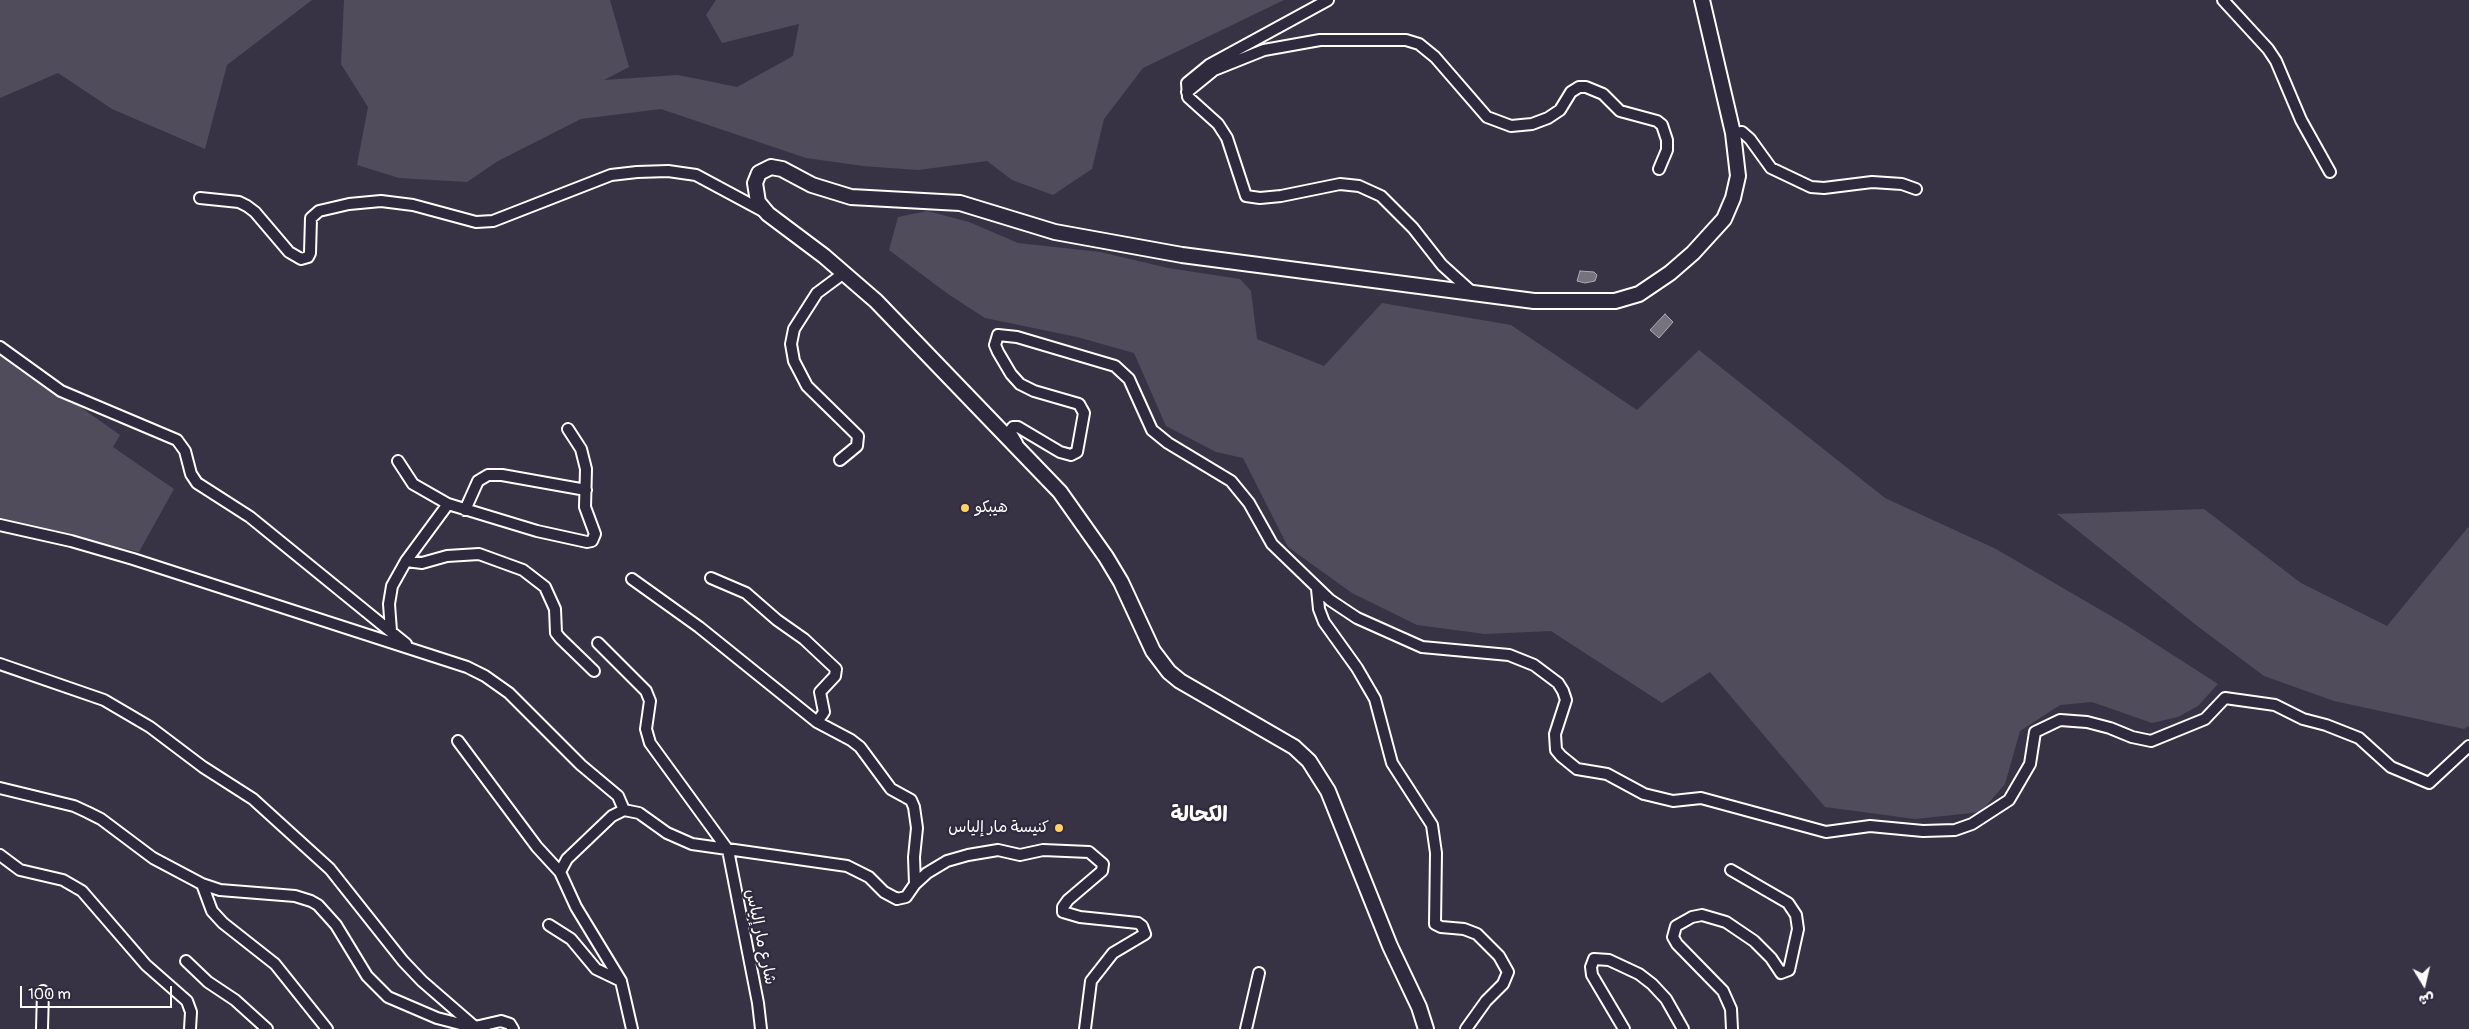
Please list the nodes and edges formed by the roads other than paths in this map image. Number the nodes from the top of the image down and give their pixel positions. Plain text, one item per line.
1 (1328, 0) edge
2 (1702, 0) edge
3 (2223, 0) edge
4 (1187, 92) junction
5 (1733, 133) junction
6 (1659, 169) dead end
7 (2330, 172) dead end
8 (1916, 189) dead end
9 (200, 198) dead end
10 (768, 214) junction
11 (844, 273) junction
12 (1473, 292) junction
13 (0, 347) edge
14 (568, 429) dead end
15 (1018, 446) junction
16 (398, 460) dead end
17 (840, 460) dead end
18 (586, 490) junction
19 (448, 504) junction
20 (465, 510) junction
21 (0, 525) edge
22 (406, 561) junction
23 (711, 578) dead end
24 (632, 579) dead end
25 (1317, 590) junction
26 (391, 631) junction
27 (598, 643) dead end
28 (408, 647) junction
29 (0, 664) edge
30 (594, 671) dead end
31 (817, 722) junction
32 (458, 742) dead end
33 (2469, 746) edge
34 (0, 788) edge
35 (624, 810) junction
36 (728, 850) junction
37 (0, 855) edge
38 (1731, 870) dead end
39 (560, 872) junction
40 (202, 884) junction
41 (915, 884) junction
42 (549, 924) dead end
43 (186, 961) dead end
44 (1259, 973) dead end
45 (621, 982) junction
46 (43, 991) dead end
47 (476, 1028) edge
48 (42, 1029) edge
49 (190, 1029) edge
50 (267, 1029) edge
51 (327, 1029) edge
52 (513, 1029) edge
53 (632, 1029) edge
54 (761, 1029) edge
55 (1085, 1029) edge
56 (1246, 1029) edge
57 (1426, 1029) edge
58 (1466, 1029) edge
59 (1624, 1029) edge
60 (1683, 1029) edge
61 (1732, 1029) edge

1 - 4 street
2 - 5 main road
3 - 7 street
4 - 6 street
4 - 12 street
5 - 8 street
5 - 12 main road
9 - 10 street
10 - 11 main road
10 - 12 main road
11 - 15 main road
11 - 17 street
13 - 26 street
14 - 18 street
15 - 25 street
15 - 57 main road
16 - 19 street
18 - 20 street
18 - 20 street
19 - 20 street
19 - 22 street
21 - 28 street
22 - 26 street
22 - 30 street
23 - 31 street
24 - 31 street
25 - 33 street
25 - 58 street
26 - 28 street
27 - 36 street
28 - 35 street
29 - 47 street
31 - 41 street
32 - 39 street
34 - 40 street
35 - 36 street
35 - 39 street
36 - 41 street
36 - 54 street, شارع مار إلياس
37 - 49 street
38 - 61 street
39 - 45 street
40 - 47 street
40 - 51 street
41 - 55 street
42 - 45 street
43 - 50 street
44 - 56 street
45 - 53 street
46 - 48 street
47 - 52 street
59 - 60 street

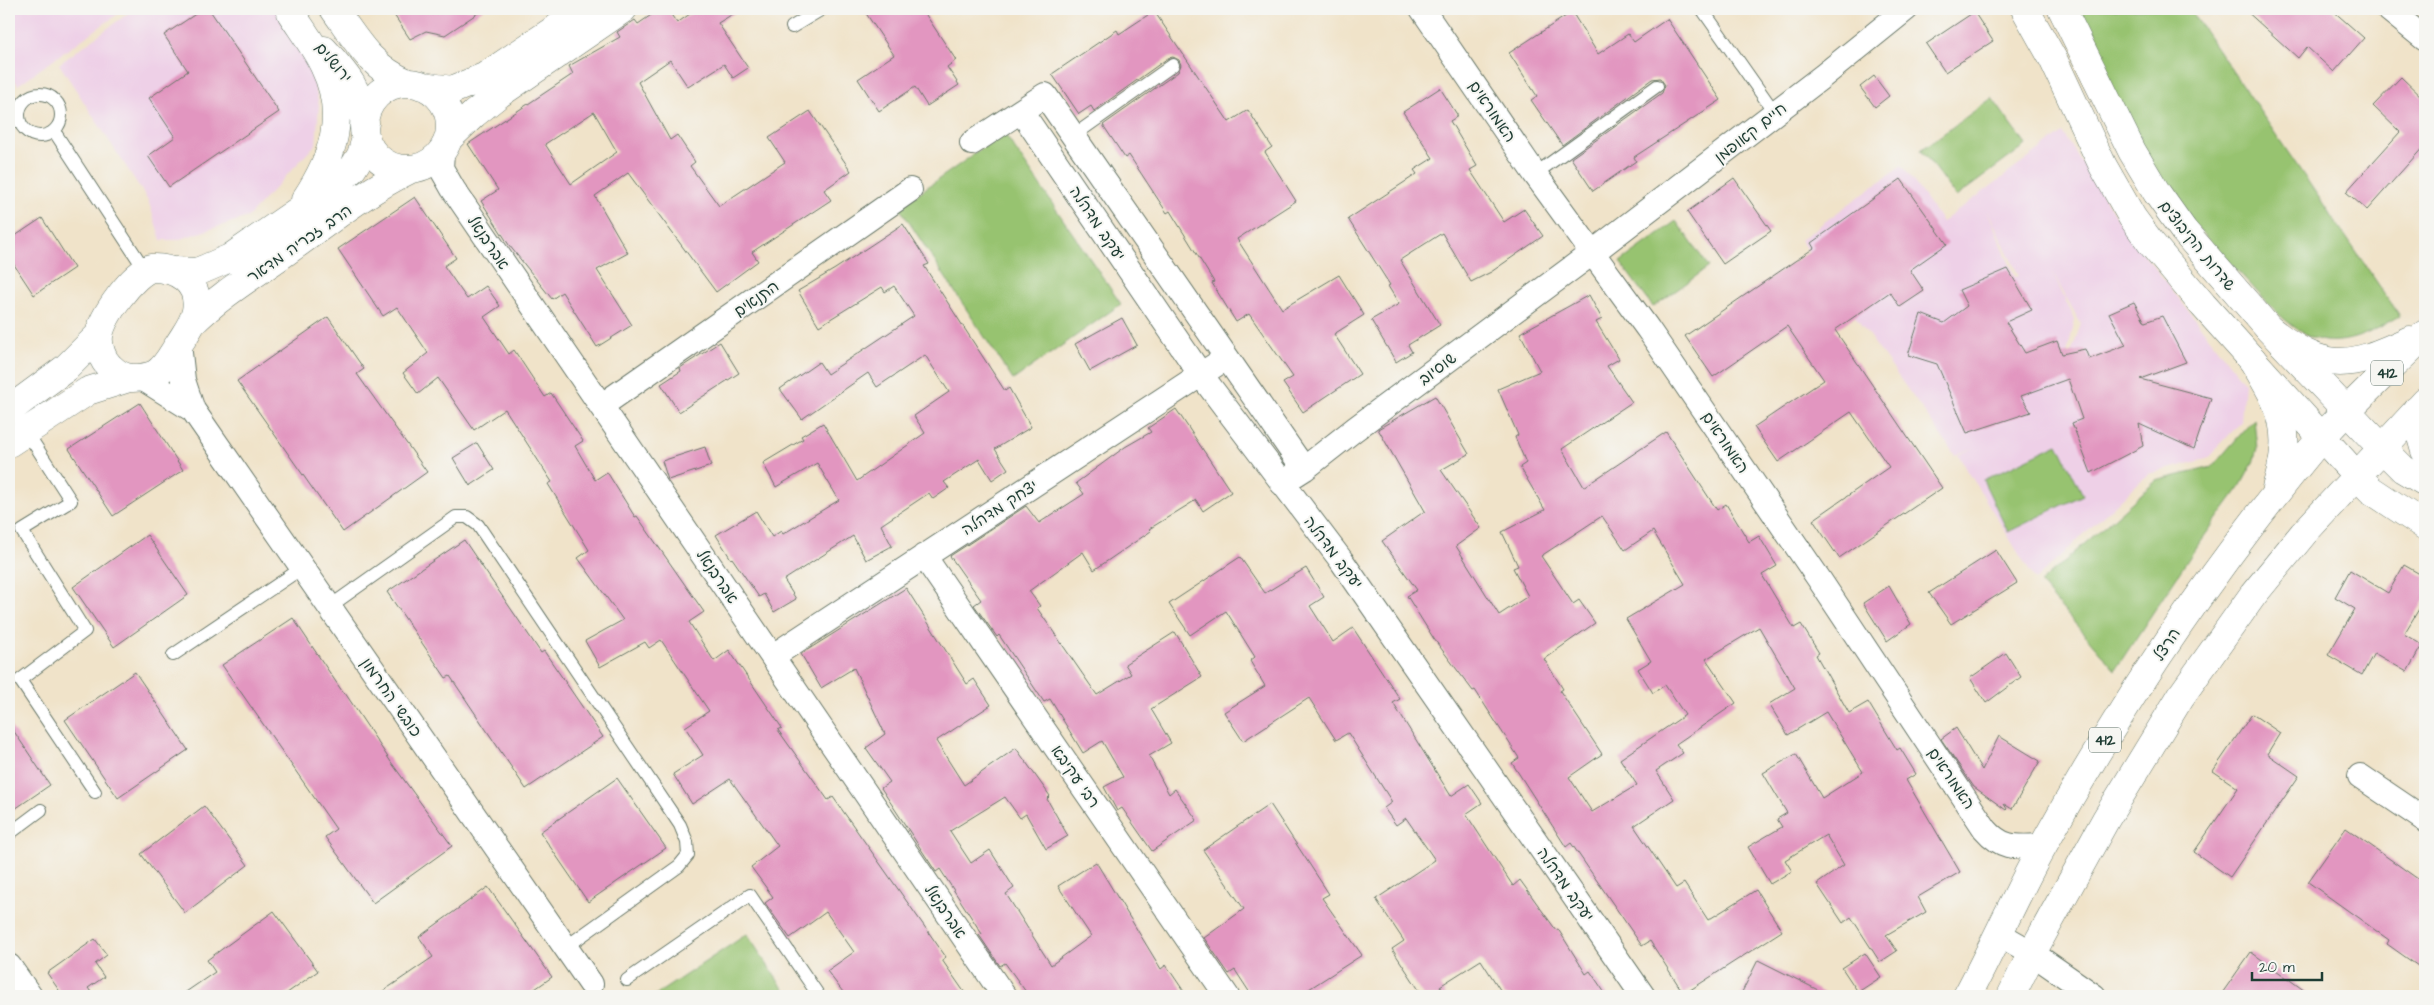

==================================================

*WHAT IS EXPECTED*. Exactness is what counts here: copy each entry as given and omit its pictures.

*ANSWER TO THIS TASK*.
Please list the nodes and edges formed by the roads other than paths in this map image. Number the nodes from the top of the image down and give their pixel positions. Plain text, one item per line.
1 (1328, 0) edge
2 (1702, 0) edge
3 (2223, 0) edge
4 (1187, 92) junction
5 (1733, 133) junction
6 (1659, 169) dead end
7 (2330, 172) dead end
8 (1916, 189) dead end
9 (200, 198) dead end
10 (768, 214) junction
11 (844, 273) junction
12 (1473, 292) junction
13 (0, 347) edge
14 (568, 429) dead end
15 (1018, 446) junction
16 (398, 460) dead end
17 (840, 460) dead end
18 (586, 490) junction
19 (448, 504) junction
20 (465, 510) junction
21 (0, 525) edge
22 (406, 561) junction
23 (711, 578) dead end
24 (632, 579) dead end
25 (1317, 590) junction
26 (391, 631) junction
27 (598, 643) dead end
28 (408, 647) junction
29 (0, 664) edge
30 (594, 671) dead end
31 (817, 722) junction
32 (458, 742) dead end
33 (2469, 746) edge
34 (0, 788) edge
35 (624, 810) junction
36 (728, 850) junction
37 (0, 855) edge
38 (1731, 870) dead end
39 (560, 872) junction
40 (202, 884) junction
41 (915, 884) junction
42 (549, 924) dead end
43 (186, 961) dead end
44 (1259, 973) dead end
45 (621, 982) junction
46 (43, 991) dead end
47 (476, 1028) edge
48 (42, 1029) edge
49 (190, 1029) edge
50 (267, 1029) edge
51 (327, 1029) edge
52 (513, 1029) edge
53 (632, 1029) edge
54 (761, 1029) edge
55 (1085, 1029) edge
56 (1246, 1029) edge
57 (1426, 1029) edge
58 (1466, 1029) edge
59 (1624, 1029) edge
60 (1683, 1029) edge
61 (1732, 1029) edge

1 - 4 street
2 - 5 main road
3 - 7 street
4 - 6 street
4 - 12 street
5 - 8 street
5 - 12 main road
9 - 10 street
10 - 11 main road
10 - 12 main road
11 - 15 main road
11 - 17 street
13 - 26 street
14 - 18 street
15 - 25 street
15 - 57 main road
16 - 19 street
18 - 20 street
18 - 20 street
19 - 20 street
19 - 22 street
21 - 28 street
22 - 26 street
22 - 30 street
23 - 31 street
24 - 31 street
25 - 33 street
25 - 58 street
26 - 28 street
27 - 36 street
28 - 35 street
29 - 47 street
31 - 41 street
32 - 39 street
34 - 40 street
35 - 36 street
35 - 39 street
36 - 41 street
36 - 54 street, شارع مار إلياس
37 - 49 street
38 - 61 street
39 - 45 street
40 - 47 street
40 - 51 street
41 - 55 street
42 - 45 street
43 - 50 street
44 - 56 street
45 - 53 street
46 - 48 street
47 - 52 street
59 - 60 street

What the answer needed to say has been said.